Dataset entries:
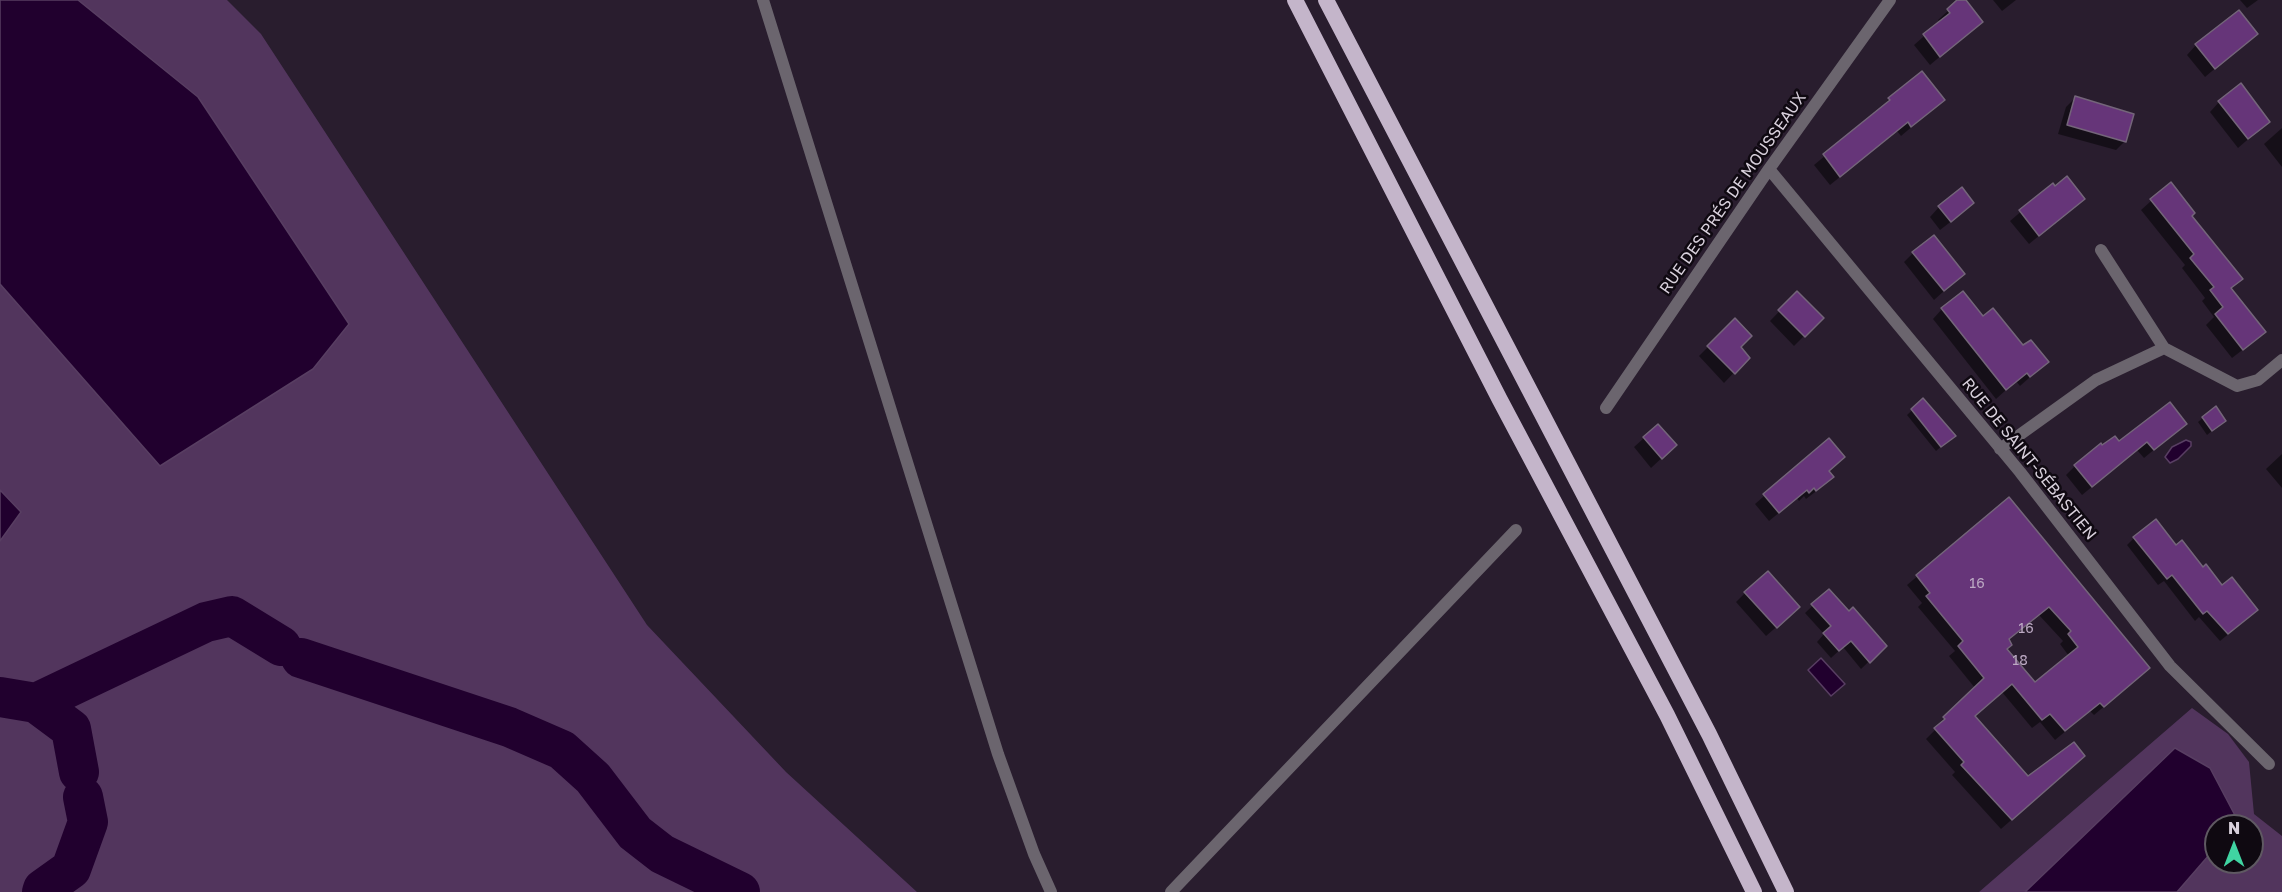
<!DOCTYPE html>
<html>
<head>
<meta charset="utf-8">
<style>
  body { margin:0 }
  #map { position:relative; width:2282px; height:892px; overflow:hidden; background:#291d2e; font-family:"Golos Text",sans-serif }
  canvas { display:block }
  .north { position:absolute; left:2204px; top:814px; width:60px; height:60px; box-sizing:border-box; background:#0f0911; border:2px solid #5f5962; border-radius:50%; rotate:0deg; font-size:16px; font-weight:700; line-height:24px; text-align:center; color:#d8d0dc }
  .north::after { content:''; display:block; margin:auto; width:21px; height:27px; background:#40d4a2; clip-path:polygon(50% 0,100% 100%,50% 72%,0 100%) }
</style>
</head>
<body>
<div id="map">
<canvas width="2282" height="892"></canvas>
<div class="north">N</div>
</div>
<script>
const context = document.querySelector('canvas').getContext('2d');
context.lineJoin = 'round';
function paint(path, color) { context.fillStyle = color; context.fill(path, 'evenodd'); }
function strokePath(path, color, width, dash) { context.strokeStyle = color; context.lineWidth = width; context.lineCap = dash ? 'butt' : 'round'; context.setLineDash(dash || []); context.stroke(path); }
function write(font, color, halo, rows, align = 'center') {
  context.font = font + ' "Golos Text",sans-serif'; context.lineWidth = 5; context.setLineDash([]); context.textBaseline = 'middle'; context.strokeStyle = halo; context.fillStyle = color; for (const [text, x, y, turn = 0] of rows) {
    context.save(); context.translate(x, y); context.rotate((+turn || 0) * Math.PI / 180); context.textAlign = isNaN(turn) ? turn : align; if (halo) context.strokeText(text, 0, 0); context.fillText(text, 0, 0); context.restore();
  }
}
paint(new Path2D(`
  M0,0H227L261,34L647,625L786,772L917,892H0Z
  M2192,708L2228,734L2249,762L2254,814L2282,836V892H1979ZM2216,826H2252V862H2216Z`), '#52355d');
const water = new Path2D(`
  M0,0H78L198,97L349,324L313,369L160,466L0,284Z
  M2186,440L2191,442V446L2178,459L2170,463L2165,457L2172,447Z
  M0,490L21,512L0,541Z
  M1821,658L1845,684L1831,696L1808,670Z
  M2175,748L2210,768L2238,821L2234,826H2216V847L2177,892H2025Z`);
paint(water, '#21002e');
strokePath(water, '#583e62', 1.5);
paint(new Path2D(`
  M1960,0H1964L1981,22L1930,65L1914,45L1940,22L1938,20Z
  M1993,0H2016L2002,11Z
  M2240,0H2258L2247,8Z
  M2256,34L2205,77L2187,55L2196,45Z
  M1922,73L1933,109L1901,136L1897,131L1830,185L1814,165L1880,110L1889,99Z
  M2075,98L2125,141L2116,150L2058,134L2066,107Z
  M2219,102L2268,122L2238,148L2210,112Z
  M2282,128V167L2264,144Z
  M2170,184L2190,216L2241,279L2230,289L2254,341L2232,358L2206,325L2214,317L2202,301L2205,298L2182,268L2185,265L2141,210Z
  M2052,185L2073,208L2029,244L2010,221Z
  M1939,207L1962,213L1940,230L1930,217Z
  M1913,253L1963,274L1934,300L1904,262Z
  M1797,293L1822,318L1794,346L1770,321Z
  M1942,309L1983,318L2047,362L2020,386L2016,381L1996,399L1933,319Z
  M1735,320L1739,347L1748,358L1724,383L1699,356Z
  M1923,400L1949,440L1936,451L1907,415Z
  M2215,408L2219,425L2207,435L2198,422Z
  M2185,424L2144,458L2137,450L2082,495L2066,475L2075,466L2102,447Z
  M1644,438L1665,455L1651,468L1634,447Z
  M1828,440V471L1823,486L1806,499L1804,496L1799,501L1797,498L1769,521L1755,504Z
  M2282,454V488L2266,469Z
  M2009,499L2139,677L2094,715L2090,711L2055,740L2040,722L2032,728L2002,692L1973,717L2028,778L2074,765L2001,829L1952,775L1955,772L1926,739L1936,729L1935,727L1975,688L1949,656L1955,651L1918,607L1922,603L1907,585ZM2039,615L2063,641L2060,644L2069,656L2034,684L2005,650L2007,640Z
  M2134,538L2176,547L2202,569L2248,618L2220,641L2199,617L2195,621L2164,581L2158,585L2127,545Z
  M1828,591L1849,613L1885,646L1861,669L1843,647L1831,658L1817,642L1824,634L1805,613Z
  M1745,593L1788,617L1766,636L1736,602Z`), '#0007');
strokePath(new Path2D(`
  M301,658L509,727L562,750L593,778L635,833L662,854L740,892
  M0,697L36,703L71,729L79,772
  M36,703L206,622L232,616L281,646
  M42,892L43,889L71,869L88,822L83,797`), '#21002e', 40);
const building = new Path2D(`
  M1957,0H1966L1983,22L1940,57L1923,34L1950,13L1947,9Z
  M2239,10L2258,34L2215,69L2195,44Z
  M1922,71L1945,100L1911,127L1908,122L1840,177L1823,154L1890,100L1888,98Z
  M2241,83L2270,122L2248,139L2218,101Z
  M2075,96L2134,114L2126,142L2067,125Z
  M2067,176L2085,199L2039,236L2019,210L2053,183L2055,186Z
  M2171,182L2195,213L2192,216L2243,279L2231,288L2266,332L2243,350L2215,314L2223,307L2210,290L2214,287L2190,258L2194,254L2150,199Z
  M1962,187L1974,203L1951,222L1938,206Z
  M1934,235L1965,274L1944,291L1912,252Z
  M1797,291L1824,318L1805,337L1778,310Z
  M1963,291L1983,316L1993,308L2023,345L2031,340L2049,362L2030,377L2027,373L2006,390L1941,308Z
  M1735,318L1752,336L1741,347L1750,358L1735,374L1707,346Z
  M1923,398L1956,436L1941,447L1911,409Z
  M2170,402L2187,424L2154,450L2147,442L2092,487L2074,465L2101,443L2102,445L2115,436L2119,441Z
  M2216,406L2226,421L2212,431L2202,417Z
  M1658,424L1677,445L1662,459L1643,437Z
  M1829,438L1845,457L1829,471L1834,477L1816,491L1814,488L1809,493L1807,490L1779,513L1763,494Z
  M2009,497L2150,668L2104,707L2100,703L2065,731L2050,714L2042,720L2012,684L1975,716L2028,776L2074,742L2085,756L2012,820L1961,765L1964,762L1934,728L1945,719L1943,717L1984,678L1958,646L1963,641L1926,596L1930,593L1916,575ZM2049,607L2071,631L2068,634L2078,647L2035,682L2007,649L2012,645L2009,639Z
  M2156,519L2176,545L2182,540L2203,567L2206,564L2222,585L2232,577L2258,610L2228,634L2207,611L2203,614L2172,575L2167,579L2133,537Z
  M1768,571L1800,607L1777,628L1744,592Z
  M1829,589L1849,611L1853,607L1887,646L1870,663L1851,641L1839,651L1823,633L1831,626L1811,604Z`);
paint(building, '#663579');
strokePath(building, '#74657a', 1.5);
strokePath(new Path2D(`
  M763,0L998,754L1034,854L1051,892
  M1769,169L2020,472L2170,666L2269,764
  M2101,250L2164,348
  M1606,408L1769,169L1890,0
  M2000,449L2096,380L2164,348L2237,386L2258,380L2282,360
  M1171,892L1516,530`), '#6b656e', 12);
strokePath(new Path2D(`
  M1295,0L1500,400L1667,715L1754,892
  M1326,0L1709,734L1786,892`), '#c4b5ca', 16);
write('14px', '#bca9c3', null, [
  ["16",1977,584],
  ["16",2026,629],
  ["18",2020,661]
]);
write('16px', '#d8d0dc', '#0f0911', [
  ["RUE DES PRÉS DE MOUSSEAUX",1733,193,-55],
  ["RUE DE SAINT-SÉBASTIEN",2029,459,51]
]);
</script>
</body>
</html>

**PROBLEM**
What is needed is each line of the entries that contains the word "lineWidth".

**SOLUTION BELOW**
function strokePath(path, color, width, dash) { context.strokeStyle = color; context.lineWidth = width; context.lineCap = dash ? 'butt' : 'round'; context.setLineDash(dash || []); context.stroke(path); }
  context.font = font + ' "Golos Text",sans-serif'; context.lineWidth = 5; context.setLineDash([]); context.textBaseline = 'middle'; context.strokeStyle = halo; context.fillStyle = color; for (const [text, x, y, turn = 0] of rows) {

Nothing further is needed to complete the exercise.